In our culture to be alone is akin to being a leper. Social judgements can be harsh. Social invitations dry up. What is wrong with you? Why has no-one chosen you? As well your own self-judgements can be fierce and destructive. We have been so brainwashed to believe that we should be in relationship and really are only fully acceptable to ourselves and others when we are.
How sad. Actually, how stupid.
A big part of this is that being alone is equated to being lonely, and being lonely is one of those no-no feelings in our society. Being lonely is soon equated to being depressed, or a misfit, or somehow emotionally handicapped, at best. Plus it hurts, it is painful, and our whole consumer culture is oriented to removing all pain. So being lonely must be “treated” with anti-depressants, at least, to make us “happy” again, i.e. normal.

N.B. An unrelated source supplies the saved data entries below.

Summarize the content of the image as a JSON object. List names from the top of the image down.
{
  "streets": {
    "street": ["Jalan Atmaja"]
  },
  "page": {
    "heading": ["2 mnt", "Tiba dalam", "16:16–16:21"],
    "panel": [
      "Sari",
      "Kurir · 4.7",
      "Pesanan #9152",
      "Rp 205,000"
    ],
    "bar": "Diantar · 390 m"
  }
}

What a crock. what an insane equation of A+B= fish. That might be fun for a surrealist mathematician but for everyday life conclusions it is mad, mad, mad.
First, we need to define that being alone and being lonely are two very different things that often come together, holding hands. But they are NOT joined at the hip. We can be alone and not feel at all lonely. We can also feel totally lonely in the middle of a group of people we know. They are very different feelings with different sources and messages for us about our needs.
I would suggest that it is a deep human need to be alone at times, and that those times might vary from a few hours to months or even years. In aloneness we have the opportunity to open to and deepen our connection with ourselves, to nurture and grow our self-relationship.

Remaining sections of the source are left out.